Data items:
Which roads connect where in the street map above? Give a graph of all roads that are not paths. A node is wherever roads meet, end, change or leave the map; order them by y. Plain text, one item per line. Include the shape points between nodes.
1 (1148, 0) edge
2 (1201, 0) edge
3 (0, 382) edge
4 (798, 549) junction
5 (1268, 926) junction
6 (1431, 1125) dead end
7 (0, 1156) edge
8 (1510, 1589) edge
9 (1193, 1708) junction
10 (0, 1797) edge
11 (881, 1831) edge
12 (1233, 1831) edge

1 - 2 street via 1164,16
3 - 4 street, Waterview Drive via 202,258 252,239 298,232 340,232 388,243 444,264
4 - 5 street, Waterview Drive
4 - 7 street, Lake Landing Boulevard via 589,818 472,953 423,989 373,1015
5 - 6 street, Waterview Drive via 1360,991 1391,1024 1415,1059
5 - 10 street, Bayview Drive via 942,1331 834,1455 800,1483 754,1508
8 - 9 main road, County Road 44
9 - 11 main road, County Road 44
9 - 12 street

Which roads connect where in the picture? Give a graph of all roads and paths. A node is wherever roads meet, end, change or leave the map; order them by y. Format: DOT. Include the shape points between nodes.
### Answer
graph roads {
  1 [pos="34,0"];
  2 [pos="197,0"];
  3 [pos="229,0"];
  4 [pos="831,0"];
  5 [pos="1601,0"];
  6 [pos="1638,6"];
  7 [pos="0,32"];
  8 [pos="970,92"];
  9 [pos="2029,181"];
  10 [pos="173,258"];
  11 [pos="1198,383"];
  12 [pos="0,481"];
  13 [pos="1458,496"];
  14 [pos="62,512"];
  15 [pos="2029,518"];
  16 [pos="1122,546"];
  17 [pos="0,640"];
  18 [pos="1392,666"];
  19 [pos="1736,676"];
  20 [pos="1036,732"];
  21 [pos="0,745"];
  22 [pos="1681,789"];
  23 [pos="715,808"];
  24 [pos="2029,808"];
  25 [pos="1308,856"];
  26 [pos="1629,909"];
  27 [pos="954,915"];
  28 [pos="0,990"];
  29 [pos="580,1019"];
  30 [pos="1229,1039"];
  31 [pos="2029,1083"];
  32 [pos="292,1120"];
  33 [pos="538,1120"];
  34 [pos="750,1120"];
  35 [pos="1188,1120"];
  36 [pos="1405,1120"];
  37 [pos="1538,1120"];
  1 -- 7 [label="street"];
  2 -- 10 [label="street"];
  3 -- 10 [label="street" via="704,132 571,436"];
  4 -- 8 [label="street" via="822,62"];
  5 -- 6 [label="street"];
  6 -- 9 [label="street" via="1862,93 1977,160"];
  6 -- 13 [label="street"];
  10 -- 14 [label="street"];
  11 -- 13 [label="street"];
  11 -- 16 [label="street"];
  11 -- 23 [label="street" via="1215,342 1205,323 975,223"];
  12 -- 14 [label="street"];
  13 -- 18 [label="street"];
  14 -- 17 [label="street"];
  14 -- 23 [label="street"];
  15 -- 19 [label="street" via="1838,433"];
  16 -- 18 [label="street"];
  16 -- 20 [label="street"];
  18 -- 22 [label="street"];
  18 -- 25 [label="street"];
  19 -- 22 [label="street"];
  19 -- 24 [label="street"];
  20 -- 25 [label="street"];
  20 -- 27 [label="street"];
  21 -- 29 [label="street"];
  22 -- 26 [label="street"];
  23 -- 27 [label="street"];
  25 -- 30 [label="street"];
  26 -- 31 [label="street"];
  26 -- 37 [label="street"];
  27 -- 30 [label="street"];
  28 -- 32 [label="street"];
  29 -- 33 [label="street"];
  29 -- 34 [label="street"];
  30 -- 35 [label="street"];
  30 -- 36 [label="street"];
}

## [Work required]
From the data above, count the lines that hold the string "junction". Reply with only that number.

## [Task output]
3